Speech to text is my guess. You one to = Ubuntu?
pre-size pan go lean
Throwing a tantrum isn’t how to get what you want. This is a common behavior in the OSS world from wannabe BDFLs. Linus Torvalds or Guido van Rossum earned that title through merit, not through the simple luck of your side project going viral.
Bazzite is just Fedora Atomic with some extra preinstalled software. If it dies, it’ll hurt the community of Linux gamers who picked it for whatever reason, but it won’t make Fedora maintain 32 bit packages forever.
Nobody’s throwing a tantrum. They’re just saying they can’t reasonably serve their purpose if they lose 32-bit support. A project so heavily based on other projects is subject to upstream whims, and they probably don’t have the manpower to do anything about it.
I’m not sure exactly what you expect of him?
It’s not a tantrum, just a statement of limitation. The primary reason for Bazzite to exist is to have a SteamOS-like Fedora. He mentions, in depth, how the ‘simple’ answer about using flatpak doesn’t work, because flatpak imposes isolation in ways that are incompatible with the use case.
His options seem to be to be “polite” and quiet right up until the change gets approved and implemented and only then yank the rug out from his community, or make the broader community know the implications of removed 32-bit userspace support.
This seems to be the whole point of soliciting feedback, to know what you are likely to break. It would be supremely odd if you make a proposal, solicit feedback, and call any mention of a bad consequence a ‘tantrum’ when that was the whole point of framing it as a proposal.
Seems like he needs either Steam to go 64-bit or for Fedora to keep 32-bit since flatpak can’t help and, presumably, he doesn’t want to try to take on the maintenance burden of trying to carry forward Fedora’s 32-bit rpms for the same reason Fedora is trying to get out of carrying them forward.
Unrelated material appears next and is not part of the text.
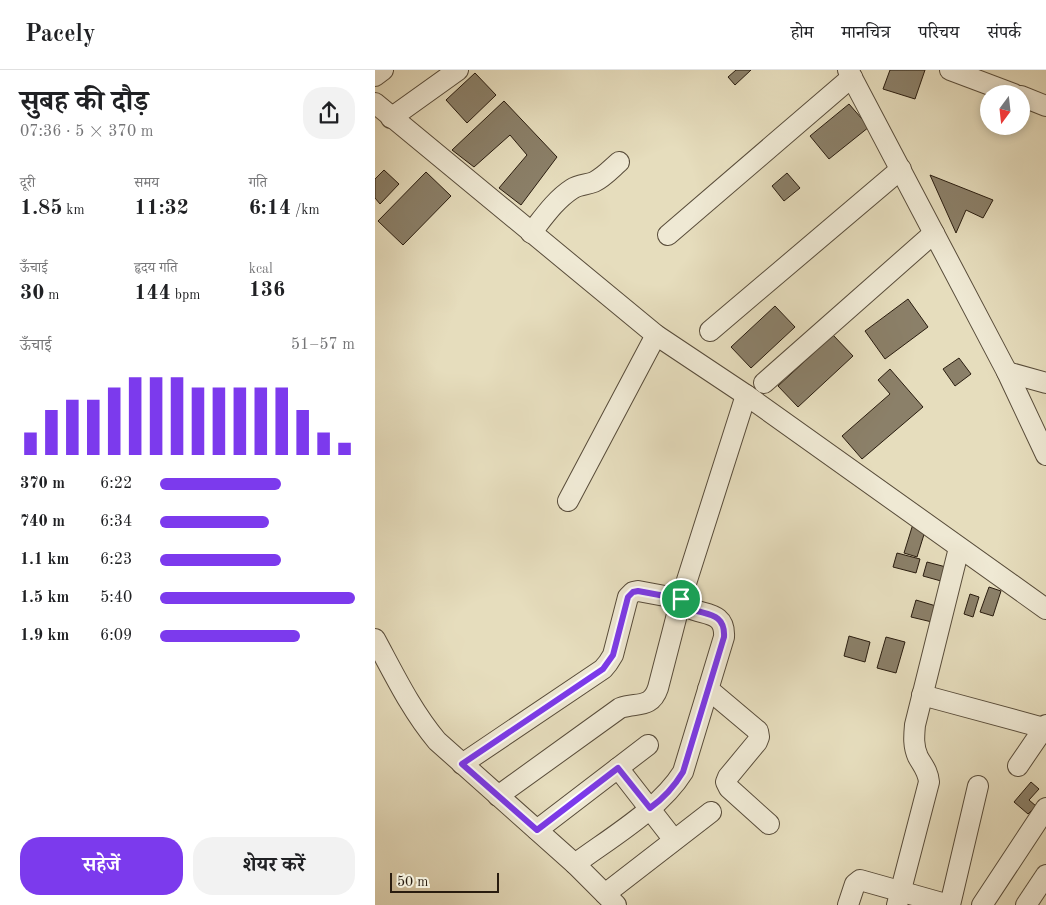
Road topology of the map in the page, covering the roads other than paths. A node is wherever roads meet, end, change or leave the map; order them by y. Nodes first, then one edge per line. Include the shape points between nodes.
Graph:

Assuming the broad community decides Fedora 32-bit userspace is still needed, then it’s far less incremental work for Fedora to maintain along 64-bit than it is to independently add it back.
God fucking damnit, I finally find a Linux OS that gels with me and I find this shit…
If this happens, give Fedora itself a try. The only issue I’ve had with it is that my video card drivers didnt work right out of the gate and took a little bit of playing to get perfect.
Been with fedora for years, but fedora is the problem, so that would be pretty pointless.
Fedora is literally the source of this problem. Bazzite is based on Fedora.
I think I can hear Bringus sobbing somewhere
the return of HoloISO never booting up
I should’ve figured people on Lemmy would love his content lol
When Redhat went Fedora, I learned Debian and Ubuntu. When they decided to flush CentOS, I GTFO even professionally and stayed out of their ancestral distros.
Don’t get me wrong, I’m down with change and updating, but they are very focused on making things better/easier for themselves without worries about who they’re supposed to be supporting.